### INPUT FOR THIS TASK
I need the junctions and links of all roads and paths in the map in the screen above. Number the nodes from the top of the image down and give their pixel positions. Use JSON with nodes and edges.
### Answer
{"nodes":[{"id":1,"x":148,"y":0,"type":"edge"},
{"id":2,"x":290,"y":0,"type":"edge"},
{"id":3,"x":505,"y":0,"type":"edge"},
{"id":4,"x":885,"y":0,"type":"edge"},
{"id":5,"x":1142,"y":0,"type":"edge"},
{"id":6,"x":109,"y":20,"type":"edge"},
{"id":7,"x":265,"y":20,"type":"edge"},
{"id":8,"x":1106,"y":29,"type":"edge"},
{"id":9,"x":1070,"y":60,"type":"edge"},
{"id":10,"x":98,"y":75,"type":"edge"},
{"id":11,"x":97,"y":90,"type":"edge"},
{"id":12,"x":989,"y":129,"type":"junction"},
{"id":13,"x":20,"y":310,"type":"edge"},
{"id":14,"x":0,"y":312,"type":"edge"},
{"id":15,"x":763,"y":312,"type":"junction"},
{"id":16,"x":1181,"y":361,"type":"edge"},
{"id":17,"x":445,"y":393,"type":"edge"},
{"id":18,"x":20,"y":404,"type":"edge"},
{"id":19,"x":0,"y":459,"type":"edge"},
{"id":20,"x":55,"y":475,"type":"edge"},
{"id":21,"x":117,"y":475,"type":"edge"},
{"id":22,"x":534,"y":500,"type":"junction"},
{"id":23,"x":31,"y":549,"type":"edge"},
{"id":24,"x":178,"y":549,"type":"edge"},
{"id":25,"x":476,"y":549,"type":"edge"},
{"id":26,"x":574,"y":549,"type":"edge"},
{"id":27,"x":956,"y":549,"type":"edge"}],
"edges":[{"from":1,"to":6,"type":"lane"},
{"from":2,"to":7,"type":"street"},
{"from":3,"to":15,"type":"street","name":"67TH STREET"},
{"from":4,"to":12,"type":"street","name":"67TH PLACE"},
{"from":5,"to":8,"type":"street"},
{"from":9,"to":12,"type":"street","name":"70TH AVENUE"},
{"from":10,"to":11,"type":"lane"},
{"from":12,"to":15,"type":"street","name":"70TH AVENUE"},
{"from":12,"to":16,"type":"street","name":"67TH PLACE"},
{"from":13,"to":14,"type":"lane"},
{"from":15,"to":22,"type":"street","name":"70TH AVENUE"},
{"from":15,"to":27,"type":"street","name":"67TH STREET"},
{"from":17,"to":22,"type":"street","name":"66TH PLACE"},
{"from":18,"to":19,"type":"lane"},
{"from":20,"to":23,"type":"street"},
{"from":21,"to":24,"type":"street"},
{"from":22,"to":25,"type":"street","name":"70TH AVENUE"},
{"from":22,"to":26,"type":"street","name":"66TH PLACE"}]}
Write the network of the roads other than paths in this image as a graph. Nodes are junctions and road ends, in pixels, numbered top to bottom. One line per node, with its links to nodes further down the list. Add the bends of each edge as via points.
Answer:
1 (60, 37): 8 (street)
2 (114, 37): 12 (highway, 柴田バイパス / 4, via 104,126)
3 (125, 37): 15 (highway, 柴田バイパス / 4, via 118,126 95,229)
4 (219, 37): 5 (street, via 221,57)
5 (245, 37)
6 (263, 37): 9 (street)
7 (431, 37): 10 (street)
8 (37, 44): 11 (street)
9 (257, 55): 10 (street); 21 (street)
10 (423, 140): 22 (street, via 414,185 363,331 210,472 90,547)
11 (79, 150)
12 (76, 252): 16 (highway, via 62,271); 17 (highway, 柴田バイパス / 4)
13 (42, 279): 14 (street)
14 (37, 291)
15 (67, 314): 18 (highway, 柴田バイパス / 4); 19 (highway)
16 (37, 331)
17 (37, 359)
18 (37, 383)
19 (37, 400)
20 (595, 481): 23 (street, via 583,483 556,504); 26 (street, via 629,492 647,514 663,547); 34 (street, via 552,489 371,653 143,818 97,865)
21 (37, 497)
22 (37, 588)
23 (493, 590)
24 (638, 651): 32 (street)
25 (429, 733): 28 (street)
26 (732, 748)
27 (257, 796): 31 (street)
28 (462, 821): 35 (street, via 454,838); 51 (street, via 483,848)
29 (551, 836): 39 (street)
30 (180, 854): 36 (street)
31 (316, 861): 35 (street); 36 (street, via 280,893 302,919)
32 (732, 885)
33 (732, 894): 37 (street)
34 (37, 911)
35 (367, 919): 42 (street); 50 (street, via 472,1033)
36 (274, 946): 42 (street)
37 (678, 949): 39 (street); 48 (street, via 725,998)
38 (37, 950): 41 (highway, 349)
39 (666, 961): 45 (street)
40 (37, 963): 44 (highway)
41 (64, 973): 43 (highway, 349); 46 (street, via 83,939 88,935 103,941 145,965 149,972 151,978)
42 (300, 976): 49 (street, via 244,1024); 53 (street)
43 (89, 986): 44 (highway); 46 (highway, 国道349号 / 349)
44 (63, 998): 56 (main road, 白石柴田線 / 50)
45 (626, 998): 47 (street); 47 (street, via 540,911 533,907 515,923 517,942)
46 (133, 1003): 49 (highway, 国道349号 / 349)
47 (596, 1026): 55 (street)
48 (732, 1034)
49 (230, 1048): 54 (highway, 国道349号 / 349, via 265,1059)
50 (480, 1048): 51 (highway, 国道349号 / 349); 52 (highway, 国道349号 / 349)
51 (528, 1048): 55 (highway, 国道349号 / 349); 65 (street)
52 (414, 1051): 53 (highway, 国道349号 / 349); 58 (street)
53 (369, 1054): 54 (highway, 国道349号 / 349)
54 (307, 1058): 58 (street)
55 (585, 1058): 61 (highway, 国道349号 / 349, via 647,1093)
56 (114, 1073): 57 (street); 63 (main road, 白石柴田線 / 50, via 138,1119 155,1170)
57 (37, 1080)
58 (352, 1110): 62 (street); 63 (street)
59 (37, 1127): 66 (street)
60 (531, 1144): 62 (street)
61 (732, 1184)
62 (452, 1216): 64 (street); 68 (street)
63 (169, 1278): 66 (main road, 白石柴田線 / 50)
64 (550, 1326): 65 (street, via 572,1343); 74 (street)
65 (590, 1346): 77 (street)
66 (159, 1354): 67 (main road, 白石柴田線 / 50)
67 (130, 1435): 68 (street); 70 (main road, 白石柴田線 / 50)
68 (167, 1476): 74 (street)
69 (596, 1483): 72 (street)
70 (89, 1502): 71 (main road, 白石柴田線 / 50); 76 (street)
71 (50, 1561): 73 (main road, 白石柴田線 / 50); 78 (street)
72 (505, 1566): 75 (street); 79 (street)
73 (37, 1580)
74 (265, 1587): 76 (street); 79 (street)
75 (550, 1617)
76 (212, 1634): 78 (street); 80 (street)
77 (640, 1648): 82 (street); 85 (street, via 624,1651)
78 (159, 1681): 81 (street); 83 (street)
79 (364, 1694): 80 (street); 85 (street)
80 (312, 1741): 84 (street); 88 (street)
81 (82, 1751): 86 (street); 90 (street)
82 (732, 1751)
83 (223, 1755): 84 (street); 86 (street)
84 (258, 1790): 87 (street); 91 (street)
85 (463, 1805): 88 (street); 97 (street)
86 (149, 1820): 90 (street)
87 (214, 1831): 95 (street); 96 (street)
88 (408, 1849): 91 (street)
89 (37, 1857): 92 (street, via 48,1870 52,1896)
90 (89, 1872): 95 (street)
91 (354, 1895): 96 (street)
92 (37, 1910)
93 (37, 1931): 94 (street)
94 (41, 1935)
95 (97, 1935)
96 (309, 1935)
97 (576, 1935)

### WHAT YOU HAVE TO DO
Transcribe all of the data exactly, leaving no line out.

### EXERCISE SOLUTION
I need the junctions and links of all roads and paths in the map in the screen above. Number the nodes from the top of the image down and give their pixel positions. Use JSON with nodes and edges.
### Answer
{"nodes":[{"id":1,"x":148,"y":0,"type":"edge"},
{"id":2,"x":290,"y":0,"type":"edge"},
{"id":3,"x":505,"y":0,"type":"edge"},
{"id":4,"x":885,"y":0,"type":"edge"},
{"id":5,"x":1142,"y":0,"type":"edge"},
{"id":6,"x":109,"y":20,"type":"edge"},
{"id":7,"x":265,"y":20,"type":"edge"},
{"id":8,"x":1106,"y":29,"type":"edge"},
{"id":9,"x":1070,"y":60,"type":"edge"},
{"id":10,"x":98,"y":75,"type":"edge"},
{"id":11,"x":97,"y":90,"type":"edge"},
{"id":12,"x":989,"y":129,"type":"junction"},
{"id":13,"x":20,"y":310,"type":"edge"},
{"id":14,"x":0,"y":312,"type":"edge"},
{"id":15,"x":763,"y":312,"type":"junction"},
{"id":16,"x":1181,"y":361,"type":"edge"},
{"id":17,"x":445,"y":393,"type":"edge"},
{"id":18,"x":20,"y":404,"type":"edge"},
{"id":19,"x":0,"y":459,"type":"edge"},
{"id":20,"x":55,"y":475,"type":"edge"},
{"id":21,"x":117,"y":475,"type":"edge"},
{"id":22,"x":534,"y":500,"type":"junction"},
{"id":23,"x":31,"y":549,"type":"edge"},
{"id":24,"x":178,"y":549,"type":"edge"},
{"id":25,"x":476,"y":549,"type":"edge"},
{"id":26,"x":574,"y":549,"type":"edge"},
{"id":27,"x":956,"y":549,"type":"edge"}],
"edges":[{"from":1,"to":6,"type":"lane"},
{"from":2,"to":7,"type":"street"},
{"from":3,"to":15,"type":"street","name":"67TH STREET"},
{"from":4,"to":12,"type":"street","name":"67TH PLACE"},
{"from":5,"to":8,"type":"street"},
{"from":9,"to":12,"type":"street","name":"70TH AVENUE"},
{"from":10,"to":11,"type":"lane"},
{"from":12,"to":15,"type":"street","name":"70TH AVENUE"},
{"from":12,"to":16,"type":"street","name":"67TH PLACE"},
{"from":13,"to":14,"type":"lane"},
{"from":15,"to":22,"type":"street","name":"70TH AVENUE"},
{"from":15,"to":27,"type":"street","name":"67TH STREET"},
{"from":17,"to":22,"type":"street","name":"66TH PLACE"},
{"from":18,"to":19,"type":"lane"},
{"from":20,"to":23,"type":"street"},
{"from":21,"to":24,"type":"street"},
{"from":22,"to":25,"type":"street","name":"70TH AVENUE"},
{"from":22,"to":26,"type":"street","name":"66TH PLACE"}]}
Write the network of the roads other than paths in this image as a graph. Nodes are junctions and road ends, in pixels, numbered top to bottom. One line per node, with its links to nodes further down the list. Add the bends of each edge as via points.
Answer:
1 (60, 37): 8 (street)
2 (114, 37): 12 (highway, 柴田バイパス / 4, via 104,126)
3 (125, 37): 15 (highway, 柴田バイパス / 4, via 118,126 95,229)
4 (219, 37): 5 (street, via 221,57)
5 (245, 37)
6 (263, 37): 9 (street)
7 (431, 37): 10 (street)
8 (37, 44): 11 (street)
9 (257, 55): 10 (street); 21 (street)
10 (423, 140): 22 (street, via 414,185 363,331 210,472 90,547)
11 (79, 150)
12 (76, 252): 16 (highway, via 62,271); 17 (highway, 柴田バイパス / 4)
13 (42, 279): 14 (street)
14 (37, 291)
15 (67, 314): 18 (highway, 柴田バイパス / 4); 19 (highway)
16 (37, 331)
17 (37, 359)
18 (37, 383)
19 (37, 400)
20 (595, 481): 23 (street, via 583,483 556,504); 26 (street, via 629,492 647,514 663,547); 34 (street, via 552,489 371,653 143,818 97,865)
21 (37, 497)
22 (37, 588)
23 (493, 590)
24 (638, 651): 32 (street)
25 (429, 733): 28 (street)
26 (732, 748)
27 (257, 796): 31 (street)
28 (462, 821): 35 (street, via 454,838); 51 (street, via 483,848)
29 (551, 836): 39 (street)
30 (180, 854): 36 (street)
31 (316, 861): 35 (street); 36 (street, via 280,893 302,919)
32 (732, 885)
33 (732, 894): 37 (street)
34 (37, 911)
35 (367, 919): 42 (street); 50 (street, via 472,1033)
36 (274, 946): 42 (street)
37 (678, 949): 39 (street); 48 (street, via 725,998)
38 (37, 950): 41 (highway, 349)
39 (666, 961): 45 (street)
40 (37, 963): 44 (highway)
41 (64, 973): 43 (highway, 349); 46 (street, via 83,939 88,935 103,941 145,965 149,972 151,978)
42 (300, 976): 49 (street, via 244,1024); 53 (street)
43 (89, 986): 44 (highway); 46 (highway, 国道349号 / 349)
44 (63, 998): 56 (main road, 白石柴田線 / 50)
45 (626, 998): 47 (street); 47 (street, via 540,911 533,907 515,923 517,942)
46 (133, 1003): 49 (highway, 国道349号 / 349)
47 (596, 1026): 55 (street)
48 (732, 1034)
49 (230, 1048): 54 (highway, 国道349号 / 349, via 265,1059)
50 (480, 1048): 51 (highway, 国道349号 / 349); 52 (highway, 国道349号 / 349)
51 (528, 1048): 55 (highway, 国道349号 / 349); 65 (street)
52 (414, 1051): 53 (highway, 国道349号 / 349); 58 (street)
53 (369, 1054): 54 (highway, 国道349号 / 349)
54 (307, 1058): 58 (street)
55 (585, 1058): 61 (highway, 国道349号 / 349, via 647,1093)
56 (114, 1073): 57 (street); 63 (main road, 白石柴田線 / 50, via 138,1119 155,1170)
57 (37, 1080)
58 (352, 1110): 62 (street); 63 (street)
59 (37, 1127): 66 (street)
60 (531, 1144): 62 (street)
61 (732, 1184)
62 (452, 1216): 64 (street); 68 (street)
63 (169, 1278): 66 (main road, 白石柴田線 / 50)
64 (550, 1326): 65 (street, via 572,1343); 74 (street)
65 (590, 1346): 77 (street)
66 (159, 1354): 67 (main road, 白石柴田線 / 50)
67 (130, 1435): 68 (street); 70 (main road, 白石柴田線 / 50)
68 (167, 1476): 74 (street)
69 (596, 1483): 72 (street)
70 (89, 1502): 71 (main road, 白石柴田線 / 50); 76 (street)
71 (50, 1561): 73 (main road, 白石柴田線 / 50); 78 (street)
72 (505, 1566): 75 (street); 79 (street)
73 (37, 1580)
74 (265, 1587): 76 (street); 79 (street)
75 (550, 1617)
76 (212, 1634): 78 (street); 80 (street)
77 (640, 1648): 82 (street); 85 (street, via 624,1651)
78 (159, 1681): 81 (street); 83 (street)
79 (364, 1694): 80 (street); 85 (street)
80 (312, 1741): 84 (street); 88 (street)
81 (82, 1751): 86 (street); 90 (street)
82 (732, 1751)
83 (223, 1755): 84 (street); 86 (street)
84 (258, 1790): 87 (street); 91 (street)
85 (463, 1805): 88 (street); 97 (street)
86 (149, 1820): 90 (street)
87 (214, 1831): 95 (street); 96 (street)
88 (408, 1849): 91 (street)
89 (37, 1857): 92 (street, via 48,1870 52,1896)
90 (89, 1872): 95 (street)
91 (354, 1895): 96 (street)
92 (37, 1910)
93 (37, 1931): 94 (street)
94 (41, 1935)
95 (97, 1935)
96 (309, 1935)
97 (576, 1935)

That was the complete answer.